From the start we see recent college grad Darius as a very unhappy intern at a Seattle magazine, morose and aimless, living at home with her father. (Remember that unhappiness; the plot uses it well in the end.)
She is recruited as free labor when a full-of-himself reporter, Jeff, (Jake Johnson, Nick on New Girl) takes Darius and a geeky guy named Arnau (Karan Soni) to sleepy Ocean View to work on a story making fun of the mystery man who placed the ad.
While Jeff stalks an old girlfriend - Johnson is good as a douchier version of Nick, but that is the weakest part of the plot - Darius tracks down Kenneth, the grocery-store clerk behind the ad. What starts out as a reporter’s pose - that she believes he has created time travel - turns into a genuine connection between two misfits. Darius treats Kenneth like a person, which he is obviously not accustomed to.
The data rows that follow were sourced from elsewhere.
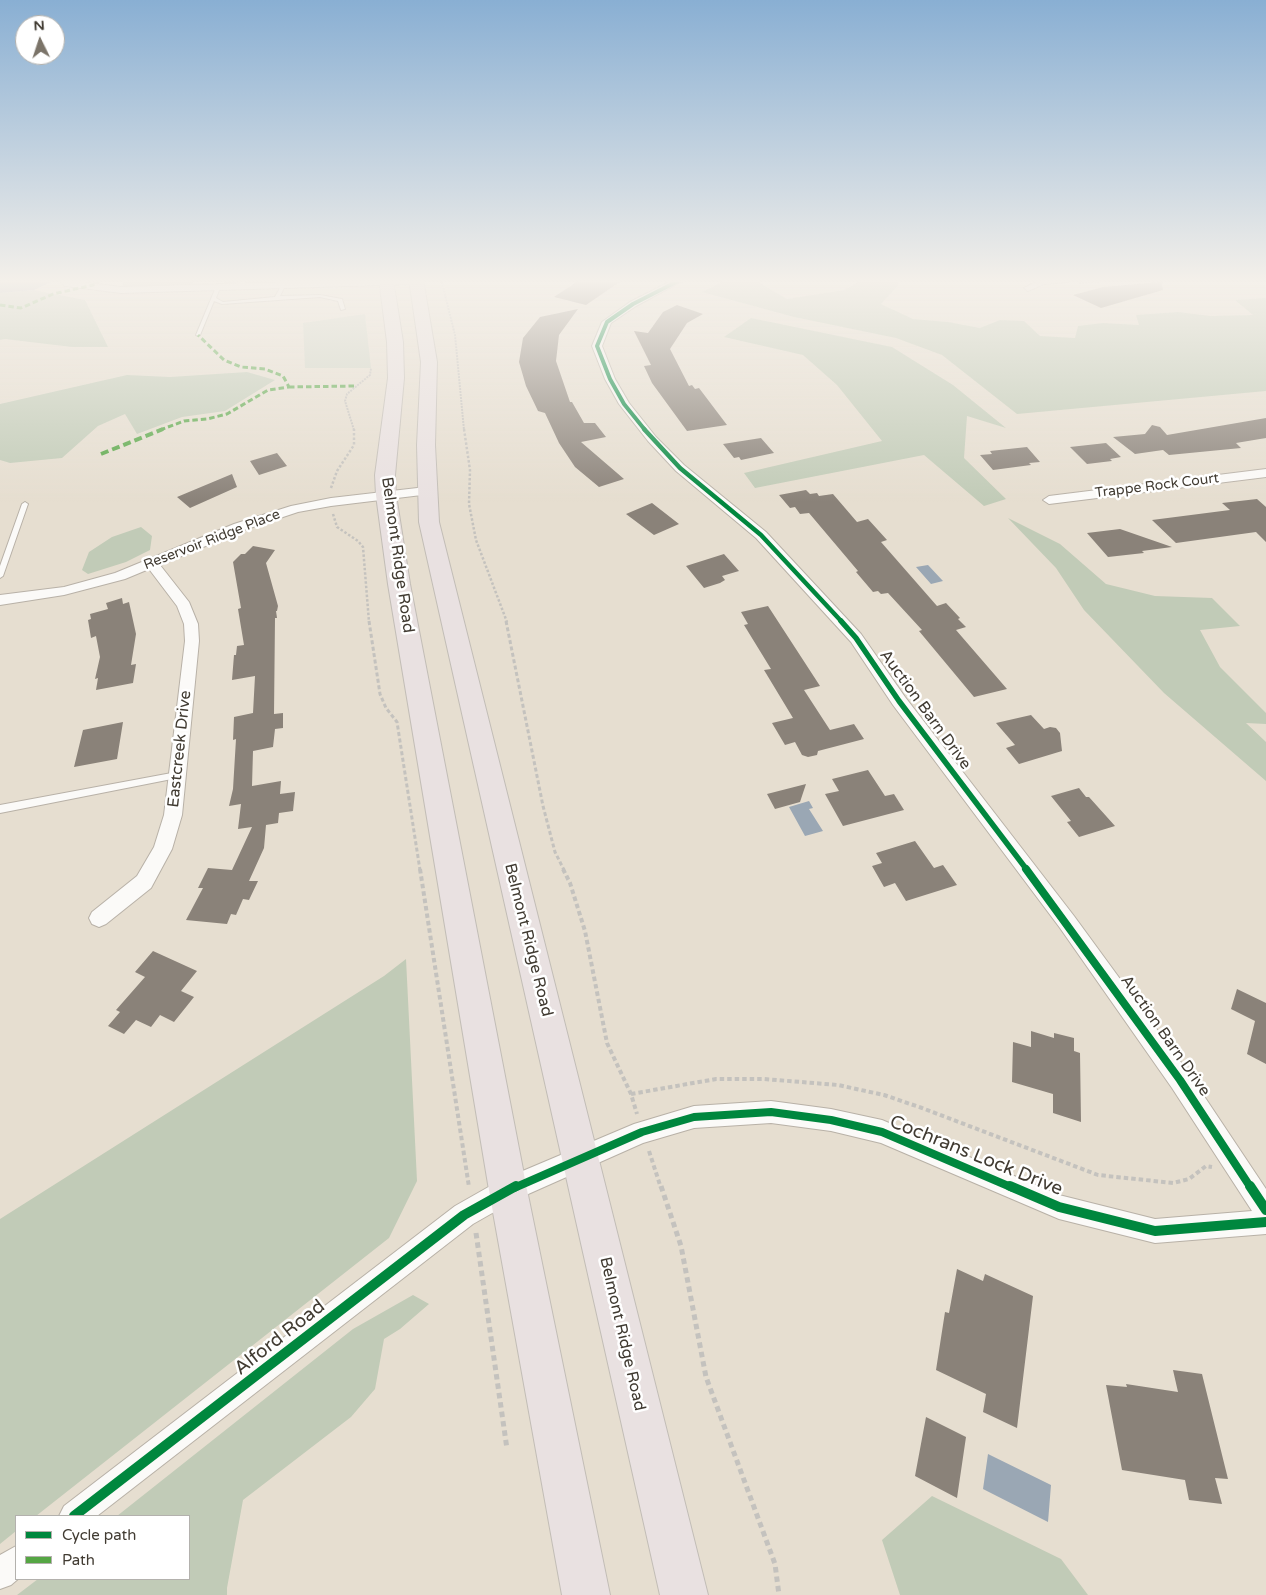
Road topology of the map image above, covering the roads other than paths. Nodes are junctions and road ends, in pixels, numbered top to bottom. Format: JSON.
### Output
{"nodes":[{"id":1,"x":395,"y":353,"type":"edge"},
{"id":2,"x":426,"y":353,"type":"edge"},
{"id":3,"x":600,"y":353,"type":"edge"},
{"id":4,"x":1266,"y":473,"type":"edge"},
{"id":5,"x":426,"y":491,"type":"junction"},
{"id":6,"x":386,"y":496,"type":"junction"},
{"id":7,"x":1049,"y":500,"type":"dead end"},
{"id":8,"x":25,"y":504,"type":"dead end"},
{"id":9,"x":152,"y":564,"type":"junction"},
{"id":10,"x":0,"y":576,"type":"edge"},
{"id":11,"x":0,"y":600,"type":"edge"},
{"id":12,"x":177,"y":775,"type":"junction"},
{"id":13,"x":0,"y":809,"type":"edge"},
{"id":14,"x":99,"y":918,"type":"dead end"},
{"id":15,"x":581,"y":1159,"type":"junction"},
{"id":16,"x":508,"y":1190,"type":"junction"},
{"id":17,"x":1266,"y":1210,"type":"edge"},
{"id":18,"x":1266,"y":1222,"type":"edge"},
{"id":19,"x":75,"y":1515,"type":"edge"},
{"id":20,"x":15,"y":1562,"type":"edge"},
{"id":21,"x":0,"y":1574,"type":"edge"},
{"id":22,"x":586,"y":1595,"type":"edge"},
{"id":23,"x":684,"y":1595,"type":"edge"}],
"edges":[{"from":1,"to":6,"type":"main road","name":"Belmont Ridge Road"},
{"from":2,"to":5,"type":"main road","name":"Belmont Ridge Road"},
{"from":3,"to":17,"type":"street","name":"Auction Barn Drive"},
{"from":4,"to":7,"type":"street","name":"Trappe Rock Court"},
{"from":5,"to":6,"type":"street","name":"Reservoir Ridge Place"},
{"from":5,"to":15,"type":"main road","name":"Belmont Ridge Road"},
{"from":6,"to":9,"type":"street","name":"Reservoir Ridge Place"},
{"from":6,"to":16,"type":"main road","name":"Belmont Ridge Road"},
{"from":8,"to":10,"type":"lane"},
{"from":9,"to":11,"type":"street","name":"Reservoir Ridge Place"},
{"from":9,"to":12,"type":"street","name":"Eastcreek Drive"},
{"from":12,"to":13,"type":"lane"},
{"from":12,"to":14,"type":"street","name":"Eastcreek Drive"},
{"from":15,"to":16,"type":"street","name":"Cochrans Lock Drive"},
{"from":15,"to":18,"type":"street","name":"Cochrans Lock Drive"},
{"from":15,"to":23,"type":"main road","name":"Belmont Ridge Road"},
{"from":16,"to":19,"type":"street","name":"Alford Road"},
{"from":16,"to":22,"type":"main road","name":"Belmont Ridge Road"},
{"from":20,"to":21,"type":"street"}]}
Of course, being paranoid and thinking he’s being followed everywhere doesn’t help him make friends.
As Darius and Kenneth grow closer, the film keeps sight of its central questions: Is Kenneth simply the nut-job he seems? Has he discovered how to time travel? Are those two possibilities mutually exclusive? Duplass makes Kenneth so sincere that we can’t guess at the answer. (And this isn’t even Mark Duplass’ best role of the season. That comes next, in Lynn Shelton’s Your Sister’s Sister.)
This kind of story needs perfect balance or it will tip into whimsy; Derek Connolly’s screenplay and Colin Trevorrow’s direction absolutely nail it.
But this is really Aubrey Plaza’s film. Just as April has shown a softer side in Parks and Rec over the seasons - pretty much on a need-to-know basis -- Darius begins to drop her defenses around Kenneth without losing her smart, skeptical view of the world. Plaza’s performance is shrewd, understated and touching as we watch Darius grapple with what she learns about Kenneth. Yet Darius always has that mischievous spark that reminds us of the wit behind Plaza’s inspired Twitter name: @evilhag
You’ll discover the truth about Kenneth, but the small touches leading up to that ending are what make the film so winning. Look at Kenneth and Darius at their first meeting, in front of a Warholesque stack of soup cans in the store where he works – an homage the film never winkingly calls attention to -- and you get a sense of the clever, deft way Safety Not Guaranteed sneaks up on you.